--- INFORMATION GIVEN Enclosed Below ---
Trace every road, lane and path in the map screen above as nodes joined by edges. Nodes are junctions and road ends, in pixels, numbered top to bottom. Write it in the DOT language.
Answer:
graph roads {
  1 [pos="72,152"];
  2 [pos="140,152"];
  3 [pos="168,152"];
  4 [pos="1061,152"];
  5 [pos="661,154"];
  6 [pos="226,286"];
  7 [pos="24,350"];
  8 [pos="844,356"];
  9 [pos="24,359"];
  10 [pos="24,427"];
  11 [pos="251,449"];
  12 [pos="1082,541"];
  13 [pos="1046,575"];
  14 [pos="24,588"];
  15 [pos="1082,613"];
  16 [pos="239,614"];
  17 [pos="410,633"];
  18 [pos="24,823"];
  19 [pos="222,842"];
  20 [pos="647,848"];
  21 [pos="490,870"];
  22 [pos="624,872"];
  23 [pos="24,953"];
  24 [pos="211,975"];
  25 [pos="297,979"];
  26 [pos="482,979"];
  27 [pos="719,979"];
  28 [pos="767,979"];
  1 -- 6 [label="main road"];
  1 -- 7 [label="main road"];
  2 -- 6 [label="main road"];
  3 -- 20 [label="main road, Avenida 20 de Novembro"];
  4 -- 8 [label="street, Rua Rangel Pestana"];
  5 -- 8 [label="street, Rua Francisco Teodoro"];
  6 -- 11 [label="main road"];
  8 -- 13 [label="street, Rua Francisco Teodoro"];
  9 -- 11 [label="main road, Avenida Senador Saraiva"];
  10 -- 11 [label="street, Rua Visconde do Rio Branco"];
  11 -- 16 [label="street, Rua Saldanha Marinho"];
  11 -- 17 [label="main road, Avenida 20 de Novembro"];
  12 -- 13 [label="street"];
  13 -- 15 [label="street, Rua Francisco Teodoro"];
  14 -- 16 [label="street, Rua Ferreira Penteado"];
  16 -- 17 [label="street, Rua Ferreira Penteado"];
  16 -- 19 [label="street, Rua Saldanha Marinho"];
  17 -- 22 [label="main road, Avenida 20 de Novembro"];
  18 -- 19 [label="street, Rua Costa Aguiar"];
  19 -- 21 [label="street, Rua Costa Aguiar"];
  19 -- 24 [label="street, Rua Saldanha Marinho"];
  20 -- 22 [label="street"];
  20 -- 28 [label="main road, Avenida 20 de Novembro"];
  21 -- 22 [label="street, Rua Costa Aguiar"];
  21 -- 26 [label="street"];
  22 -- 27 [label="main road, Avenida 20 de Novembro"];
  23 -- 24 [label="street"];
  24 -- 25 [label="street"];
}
--- End of Enclosed INFORMATION GIVEN ---
§ **AIM OF THE TASK**
Return every line of the data unchanged.

§ **EXERCISE SOLUTION**
Trace every road, lane and path in the map screen above as nodes joined by edges. Nodes are junctions and road ends, in pixels, numbered top to bottom. Write it in the DOT language.
Answer:
graph roads {
  1 [pos="72,152"];
  2 [pos="140,152"];
  3 [pos="168,152"];
  4 [pos="1061,152"];
  5 [pos="661,154"];
  6 [pos="226,286"];
  7 [pos="24,350"];
  8 [pos="844,356"];
  9 [pos="24,359"];
  10 [pos="24,427"];
  11 [pos="251,449"];
  12 [pos="1082,541"];
  13 [pos="1046,575"];
  14 [pos="24,588"];
  15 [pos="1082,613"];
  16 [pos="239,614"];
  17 [pos="410,633"];
  18 [pos="24,823"];
  19 [pos="222,842"];
  20 [pos="647,848"];
  21 [pos="490,870"];
  22 [pos="624,872"];
  23 [pos="24,953"];
  24 [pos="211,975"];
  25 [pos="297,979"];
  26 [pos="482,979"];
  27 [pos="719,979"];
  28 [pos="767,979"];
  1 -- 6 [label="main road"];
  1 -- 7 [label="main road"];
  2 -- 6 [label="main road"];
  3 -- 20 [label="main road, Avenida 20 de Novembro"];
  4 -- 8 [label="street, Rua Rangel Pestana"];
  5 -- 8 [label="street, Rua Francisco Teodoro"];
  6 -- 11 [label="main road"];
  8 -- 13 [label="street, Rua Francisco Teodoro"];
  9 -- 11 [label="main road, Avenida Senador Saraiva"];
  10 -- 11 [label="street, Rua Visconde do Rio Branco"];
  11 -- 16 [label="street, Rua Saldanha Marinho"];
  11 -- 17 [label="main road, Avenida 20 de Novembro"];
  12 -- 13 [label="street"];
  13 -- 15 [label="street, Rua Francisco Teodoro"];
  14 -- 16 [label="street, Rua Ferreira Penteado"];
  16 -- 17 [label="street, Rua Ferreira Penteado"];
  16 -- 19 [label="street, Rua Saldanha Marinho"];
  17 -- 22 [label="main road, Avenida 20 de Novembro"];
  18 -- 19 [label="street, Rua Costa Aguiar"];
  19 -- 21 [label="street, Rua Costa Aguiar"];
  19 -- 24 [label="street, Rua Saldanha Marinho"];
  20 -- 22 [label="street"];
  20 -- 28 [label="main road, Avenida 20 de Novembro"];
  21 -- 22 [label="street, Rua Costa Aguiar"];
  21 -- 26 [label="street"];
  22 -- 27 [label="main road, Avenida 20 de Novembro"];
  23 -- 24 [label="street"];
  24 -- 25 [label="street"];
}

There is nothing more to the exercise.